TASK STATEMENT:
How many of the lines below have "graph" in them? Say the number and nothing more.

↓

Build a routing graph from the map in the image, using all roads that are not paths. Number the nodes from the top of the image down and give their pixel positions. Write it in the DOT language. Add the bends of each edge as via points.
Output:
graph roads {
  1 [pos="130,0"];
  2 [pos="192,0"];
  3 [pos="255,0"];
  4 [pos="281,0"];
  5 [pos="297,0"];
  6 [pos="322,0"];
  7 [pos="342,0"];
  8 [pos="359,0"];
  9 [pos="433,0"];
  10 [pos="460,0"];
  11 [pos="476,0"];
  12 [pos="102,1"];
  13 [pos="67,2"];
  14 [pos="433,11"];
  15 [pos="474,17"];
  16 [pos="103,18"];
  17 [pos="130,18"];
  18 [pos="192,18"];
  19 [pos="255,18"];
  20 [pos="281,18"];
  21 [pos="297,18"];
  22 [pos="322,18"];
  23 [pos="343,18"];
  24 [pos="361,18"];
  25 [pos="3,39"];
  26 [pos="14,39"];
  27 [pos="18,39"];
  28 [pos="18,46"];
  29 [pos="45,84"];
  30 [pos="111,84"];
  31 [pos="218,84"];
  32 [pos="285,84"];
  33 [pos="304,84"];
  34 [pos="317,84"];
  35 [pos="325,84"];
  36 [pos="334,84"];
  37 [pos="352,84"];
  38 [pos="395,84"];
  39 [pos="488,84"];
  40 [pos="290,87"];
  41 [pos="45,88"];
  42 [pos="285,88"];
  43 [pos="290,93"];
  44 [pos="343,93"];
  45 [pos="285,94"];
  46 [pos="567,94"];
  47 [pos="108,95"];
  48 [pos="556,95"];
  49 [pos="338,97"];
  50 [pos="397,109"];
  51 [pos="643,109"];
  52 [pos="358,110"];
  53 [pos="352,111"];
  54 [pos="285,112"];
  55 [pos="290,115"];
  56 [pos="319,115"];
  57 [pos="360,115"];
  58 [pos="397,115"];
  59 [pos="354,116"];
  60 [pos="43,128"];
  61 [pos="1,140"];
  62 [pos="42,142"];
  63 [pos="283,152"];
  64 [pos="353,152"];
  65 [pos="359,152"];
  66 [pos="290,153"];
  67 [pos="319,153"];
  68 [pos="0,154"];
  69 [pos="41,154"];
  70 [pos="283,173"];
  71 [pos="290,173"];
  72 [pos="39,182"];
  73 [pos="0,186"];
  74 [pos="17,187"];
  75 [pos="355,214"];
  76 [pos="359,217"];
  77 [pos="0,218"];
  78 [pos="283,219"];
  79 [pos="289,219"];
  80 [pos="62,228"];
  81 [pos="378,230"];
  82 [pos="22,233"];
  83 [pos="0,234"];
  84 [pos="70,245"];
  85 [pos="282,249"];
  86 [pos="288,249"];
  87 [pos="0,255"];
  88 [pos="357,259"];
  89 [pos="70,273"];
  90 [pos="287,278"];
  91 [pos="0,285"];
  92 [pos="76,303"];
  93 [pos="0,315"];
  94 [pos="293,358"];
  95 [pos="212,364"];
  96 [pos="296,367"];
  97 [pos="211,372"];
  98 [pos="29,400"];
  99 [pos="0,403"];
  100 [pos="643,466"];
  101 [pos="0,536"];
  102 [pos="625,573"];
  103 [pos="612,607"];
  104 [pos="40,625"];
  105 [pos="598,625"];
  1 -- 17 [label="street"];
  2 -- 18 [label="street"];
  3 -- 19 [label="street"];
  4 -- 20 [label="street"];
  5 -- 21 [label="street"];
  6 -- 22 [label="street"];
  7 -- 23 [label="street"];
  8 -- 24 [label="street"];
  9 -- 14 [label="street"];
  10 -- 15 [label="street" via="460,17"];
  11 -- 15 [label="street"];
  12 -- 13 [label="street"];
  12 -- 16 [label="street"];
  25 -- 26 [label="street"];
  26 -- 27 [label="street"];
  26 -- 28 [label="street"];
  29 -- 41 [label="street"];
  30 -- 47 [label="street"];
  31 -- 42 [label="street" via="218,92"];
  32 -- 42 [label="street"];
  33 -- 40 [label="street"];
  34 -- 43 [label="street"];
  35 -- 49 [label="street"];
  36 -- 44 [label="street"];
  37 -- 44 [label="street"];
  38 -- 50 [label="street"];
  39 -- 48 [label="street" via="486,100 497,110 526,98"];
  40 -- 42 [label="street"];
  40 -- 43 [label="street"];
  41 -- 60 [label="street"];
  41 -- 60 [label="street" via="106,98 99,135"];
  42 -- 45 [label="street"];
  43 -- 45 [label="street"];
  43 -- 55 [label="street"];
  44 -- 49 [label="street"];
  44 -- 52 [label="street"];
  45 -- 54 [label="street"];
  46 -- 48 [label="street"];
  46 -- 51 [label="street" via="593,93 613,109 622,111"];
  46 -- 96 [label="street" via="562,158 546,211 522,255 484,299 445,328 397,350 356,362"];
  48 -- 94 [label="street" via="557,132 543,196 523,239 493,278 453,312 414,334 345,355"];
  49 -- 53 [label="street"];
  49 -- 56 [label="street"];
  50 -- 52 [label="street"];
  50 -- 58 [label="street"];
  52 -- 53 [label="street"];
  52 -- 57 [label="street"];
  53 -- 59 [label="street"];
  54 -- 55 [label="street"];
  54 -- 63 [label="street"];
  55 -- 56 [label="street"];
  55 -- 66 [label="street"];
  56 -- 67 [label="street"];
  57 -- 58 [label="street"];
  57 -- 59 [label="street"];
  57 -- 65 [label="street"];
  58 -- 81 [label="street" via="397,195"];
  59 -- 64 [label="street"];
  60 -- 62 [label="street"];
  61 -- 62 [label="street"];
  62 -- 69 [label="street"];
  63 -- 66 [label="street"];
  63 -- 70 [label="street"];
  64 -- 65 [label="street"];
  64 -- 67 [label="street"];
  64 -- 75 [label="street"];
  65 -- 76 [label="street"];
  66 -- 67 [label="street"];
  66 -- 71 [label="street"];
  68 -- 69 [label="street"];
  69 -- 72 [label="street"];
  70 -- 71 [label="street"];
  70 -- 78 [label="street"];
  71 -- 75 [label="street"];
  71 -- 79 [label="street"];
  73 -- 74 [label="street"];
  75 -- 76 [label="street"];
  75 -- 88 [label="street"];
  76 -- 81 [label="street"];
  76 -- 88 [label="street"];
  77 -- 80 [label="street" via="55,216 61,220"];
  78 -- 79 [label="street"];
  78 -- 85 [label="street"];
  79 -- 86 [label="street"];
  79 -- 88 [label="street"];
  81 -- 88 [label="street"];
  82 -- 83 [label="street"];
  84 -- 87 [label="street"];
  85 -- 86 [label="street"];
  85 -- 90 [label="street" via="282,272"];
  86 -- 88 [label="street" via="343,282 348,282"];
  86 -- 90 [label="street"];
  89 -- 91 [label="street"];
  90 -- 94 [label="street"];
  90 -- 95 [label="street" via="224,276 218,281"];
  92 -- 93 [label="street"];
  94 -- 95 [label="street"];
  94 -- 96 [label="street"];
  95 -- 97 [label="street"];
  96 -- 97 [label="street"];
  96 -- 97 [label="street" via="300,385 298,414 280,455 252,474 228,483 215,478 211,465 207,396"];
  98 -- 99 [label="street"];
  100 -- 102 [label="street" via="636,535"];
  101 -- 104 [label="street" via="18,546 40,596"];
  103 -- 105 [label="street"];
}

↑

YOUR SOLUTION:
2